Is there a way to mount a bearing to the upper part of the dovetail bit allowing the bearing to follow the guide slots? This would allow a smaller bearing to be used and cut on both sides of the dovetail slot. The craftsman jig I have seems to have odd sized slots. If I had a bearing that would ride on one side of the jig and make two cuts for on slot I could use it on most of the plates I have. It seems simpler than having the bushings. Larry


----------



## Stick486 (Jan 4, 2013)

lalkie said:


> Is there a way to mount a bearing to the upper part of the dovetail bit allowing the bearing to follow the guide slots? This would allow a smaller bearing to be used and cut on both sides of the dovetail slot. The craftsman jig I have seems to have odd sized slots. If I had a bearing that would ride on one side of the jig and make two cuts for on slot I could use it on most of the plates I have. It seems simpler than having the bushings. Larry


yes you can....
*https://freudtools.com/products/22-505
https://www.rockler.com/freud-top-bearing-dovetail-bit-with-1-4-shank*


----------



## lalkie (Sep 26, 2015)

Another solution. I will have to try these. It seems simpler and a better solution than bushings. Larry


----------



## Herb Stoops (Aug 28, 2012)

@lalkie
That is a 5/8" dia. bearing, I have used them in anther jig(Stots) and I preferred them to the bushings. I was doing thru dovetails and not sure if they would work for half blind dovetails .
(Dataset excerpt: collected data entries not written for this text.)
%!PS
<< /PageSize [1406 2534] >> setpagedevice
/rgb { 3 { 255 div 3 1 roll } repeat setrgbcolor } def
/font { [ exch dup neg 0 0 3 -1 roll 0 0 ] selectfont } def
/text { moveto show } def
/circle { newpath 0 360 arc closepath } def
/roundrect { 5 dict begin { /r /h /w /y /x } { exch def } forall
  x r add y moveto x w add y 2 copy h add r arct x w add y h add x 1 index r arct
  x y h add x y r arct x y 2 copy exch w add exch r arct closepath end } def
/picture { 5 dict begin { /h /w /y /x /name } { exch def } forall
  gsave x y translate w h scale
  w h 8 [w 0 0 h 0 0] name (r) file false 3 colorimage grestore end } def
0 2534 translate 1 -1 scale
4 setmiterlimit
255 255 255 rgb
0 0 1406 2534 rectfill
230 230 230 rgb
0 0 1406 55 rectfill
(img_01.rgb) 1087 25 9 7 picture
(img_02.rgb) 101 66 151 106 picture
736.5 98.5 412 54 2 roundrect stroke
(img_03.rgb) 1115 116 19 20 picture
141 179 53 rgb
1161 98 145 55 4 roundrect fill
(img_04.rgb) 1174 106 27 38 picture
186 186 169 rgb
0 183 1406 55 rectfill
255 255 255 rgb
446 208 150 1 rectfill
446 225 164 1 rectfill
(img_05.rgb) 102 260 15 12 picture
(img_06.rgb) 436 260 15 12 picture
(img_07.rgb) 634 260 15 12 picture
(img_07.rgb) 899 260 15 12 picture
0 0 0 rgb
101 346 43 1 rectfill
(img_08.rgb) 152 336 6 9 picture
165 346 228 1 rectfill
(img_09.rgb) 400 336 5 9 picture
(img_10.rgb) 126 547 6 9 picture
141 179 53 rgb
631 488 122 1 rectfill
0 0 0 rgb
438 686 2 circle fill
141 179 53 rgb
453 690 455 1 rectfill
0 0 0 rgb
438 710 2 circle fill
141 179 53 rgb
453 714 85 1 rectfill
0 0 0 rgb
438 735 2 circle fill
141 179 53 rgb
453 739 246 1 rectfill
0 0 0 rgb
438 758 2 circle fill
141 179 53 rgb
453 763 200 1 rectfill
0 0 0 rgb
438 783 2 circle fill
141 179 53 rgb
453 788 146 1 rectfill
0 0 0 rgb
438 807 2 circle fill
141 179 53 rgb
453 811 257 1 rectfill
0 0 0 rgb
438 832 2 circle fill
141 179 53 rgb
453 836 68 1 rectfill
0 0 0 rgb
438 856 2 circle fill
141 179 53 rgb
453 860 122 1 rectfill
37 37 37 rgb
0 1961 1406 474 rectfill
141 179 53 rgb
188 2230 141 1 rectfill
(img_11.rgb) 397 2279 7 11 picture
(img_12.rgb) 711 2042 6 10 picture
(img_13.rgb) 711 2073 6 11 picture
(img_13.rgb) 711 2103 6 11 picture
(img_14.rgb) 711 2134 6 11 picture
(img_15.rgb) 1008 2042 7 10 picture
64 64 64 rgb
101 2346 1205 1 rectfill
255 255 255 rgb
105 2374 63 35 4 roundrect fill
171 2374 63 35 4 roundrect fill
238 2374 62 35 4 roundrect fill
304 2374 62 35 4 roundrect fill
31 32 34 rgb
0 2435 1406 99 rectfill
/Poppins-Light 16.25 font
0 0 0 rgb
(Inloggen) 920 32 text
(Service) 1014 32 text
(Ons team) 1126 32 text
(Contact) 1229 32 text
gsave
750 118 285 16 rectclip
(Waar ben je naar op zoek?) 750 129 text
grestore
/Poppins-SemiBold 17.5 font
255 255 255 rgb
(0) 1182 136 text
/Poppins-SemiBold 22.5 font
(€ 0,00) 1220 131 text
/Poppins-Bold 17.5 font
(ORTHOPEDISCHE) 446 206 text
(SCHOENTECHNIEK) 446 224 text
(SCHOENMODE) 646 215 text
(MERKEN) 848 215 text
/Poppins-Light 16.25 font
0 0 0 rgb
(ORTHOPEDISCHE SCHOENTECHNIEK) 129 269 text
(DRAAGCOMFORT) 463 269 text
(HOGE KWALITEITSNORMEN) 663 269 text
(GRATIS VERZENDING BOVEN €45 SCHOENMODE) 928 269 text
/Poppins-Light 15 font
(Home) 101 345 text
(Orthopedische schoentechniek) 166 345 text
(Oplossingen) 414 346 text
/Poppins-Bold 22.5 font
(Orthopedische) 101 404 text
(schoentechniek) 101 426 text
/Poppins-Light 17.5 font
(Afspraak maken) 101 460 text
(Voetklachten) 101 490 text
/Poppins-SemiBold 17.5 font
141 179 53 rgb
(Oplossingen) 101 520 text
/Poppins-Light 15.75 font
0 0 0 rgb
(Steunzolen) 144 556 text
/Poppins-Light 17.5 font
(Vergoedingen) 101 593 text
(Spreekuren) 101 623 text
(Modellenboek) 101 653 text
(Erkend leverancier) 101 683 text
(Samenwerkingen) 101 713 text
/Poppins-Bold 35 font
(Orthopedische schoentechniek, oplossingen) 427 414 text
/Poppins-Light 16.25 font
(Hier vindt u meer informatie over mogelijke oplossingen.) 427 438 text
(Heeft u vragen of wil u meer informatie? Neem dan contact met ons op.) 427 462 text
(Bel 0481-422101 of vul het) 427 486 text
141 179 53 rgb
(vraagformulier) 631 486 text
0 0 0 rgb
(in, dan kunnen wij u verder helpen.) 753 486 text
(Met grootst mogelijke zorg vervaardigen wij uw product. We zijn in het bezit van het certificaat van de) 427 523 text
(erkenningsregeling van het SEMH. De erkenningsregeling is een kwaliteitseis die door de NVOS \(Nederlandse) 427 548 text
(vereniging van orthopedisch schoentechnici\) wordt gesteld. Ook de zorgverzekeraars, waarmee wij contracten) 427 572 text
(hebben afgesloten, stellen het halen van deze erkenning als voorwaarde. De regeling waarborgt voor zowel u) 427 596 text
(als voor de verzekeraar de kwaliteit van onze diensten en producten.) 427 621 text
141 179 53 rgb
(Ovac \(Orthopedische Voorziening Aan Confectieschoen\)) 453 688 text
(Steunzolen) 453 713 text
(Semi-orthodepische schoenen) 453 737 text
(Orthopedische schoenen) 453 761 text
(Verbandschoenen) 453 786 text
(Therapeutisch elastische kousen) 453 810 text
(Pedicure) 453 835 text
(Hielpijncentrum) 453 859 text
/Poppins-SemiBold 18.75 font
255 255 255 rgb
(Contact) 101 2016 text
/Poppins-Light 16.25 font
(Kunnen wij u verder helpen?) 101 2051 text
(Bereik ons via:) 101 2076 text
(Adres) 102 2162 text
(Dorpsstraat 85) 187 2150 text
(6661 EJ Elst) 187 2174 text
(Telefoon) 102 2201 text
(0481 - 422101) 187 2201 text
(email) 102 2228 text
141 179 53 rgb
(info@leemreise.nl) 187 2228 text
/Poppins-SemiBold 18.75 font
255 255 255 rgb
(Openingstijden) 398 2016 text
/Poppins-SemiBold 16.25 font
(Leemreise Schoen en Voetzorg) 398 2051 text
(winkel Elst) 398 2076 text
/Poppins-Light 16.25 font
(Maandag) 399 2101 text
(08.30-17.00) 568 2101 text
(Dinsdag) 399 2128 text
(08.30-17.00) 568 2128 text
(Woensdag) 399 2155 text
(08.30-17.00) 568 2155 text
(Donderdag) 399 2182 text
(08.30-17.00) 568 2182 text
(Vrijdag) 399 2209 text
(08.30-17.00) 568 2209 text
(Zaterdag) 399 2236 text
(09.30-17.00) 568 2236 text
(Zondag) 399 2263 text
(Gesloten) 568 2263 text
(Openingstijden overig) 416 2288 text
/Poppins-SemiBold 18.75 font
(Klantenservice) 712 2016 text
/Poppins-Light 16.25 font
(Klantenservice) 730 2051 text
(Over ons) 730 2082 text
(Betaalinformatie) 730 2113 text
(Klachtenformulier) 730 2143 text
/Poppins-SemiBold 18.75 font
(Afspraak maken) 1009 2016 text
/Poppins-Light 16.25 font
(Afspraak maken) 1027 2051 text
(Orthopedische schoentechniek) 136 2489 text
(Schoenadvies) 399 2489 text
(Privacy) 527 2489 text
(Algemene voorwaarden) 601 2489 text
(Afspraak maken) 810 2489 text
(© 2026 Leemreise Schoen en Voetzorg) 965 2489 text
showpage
I think the Sears template bushings are a thinner wall bushing that the PC bushings because they are stamped out of sheet metal, don't know if you can get a bearing to match. Have you measured the slots in the jig?

Herb


----------



## lalkie (Sep 26, 2015)

I have measure them. Information indicates they used a .40 bushing. I am expecting to purchase a brass bushing that seem to be everywhere and turning one down to .40. There are some bushings on ebay but there are the thin steel and I don't like them very well. The other plates will accept a .5 bushing or I will go with the bits with the bushing on top. Not where I am going at this point. I appreciate the info it helps to look at more options. still looking at options. Thanks Larry


----------



## lalkie (Sep 26, 2015)

I have a metal lathe and decided to turn one of the bushings down to fit the box joint plate. I ended up making it .042 and it seems to fit fine. Dovetail plate indicates it used a .50 inch bushing and a 25145 dove tail bit. I cant find the bit so I will try to use what I have and see how it works. Would any dovetail bit work? Larry


----------



## shawnot (Oct 22, 2020)

Hi Larry,

I 'm interested to know if you came up with a solution. I just bought this same jig yesterday and I've been looking all over for a .40" bushing with no luck. Any help is appreciated. 

Thanks,
Shawn


----------



## Marco (Feb 21, 2009)

I do not do mm to fractions well but from what I see is.

4mm = 5/32

so a 5/32 template guide is what you need. If that is correct here is a link to that

https://www.burnstools.com/brass-template-guide-1-4id-5-16od-42054

Bushing Spring/Lock Washers Set
#9044...................................$6.95 If you are new to Router Guide Bushings do realize that they can vibrate loose! I found out the hard way and was very lucky, the guide bushing was not.

Ever since then I use a Spring Lock washer... well worth the assurance that all [email protected]## won't break loose in your hands. Get one for every router.

https://www.mlcswoodworking.com/shopsite_sc/store/html/smarthtml/pages/routacc2.html


----------



## jw2170 (Jan 24, 2008)

Welcome to the forum, Shawn.


----------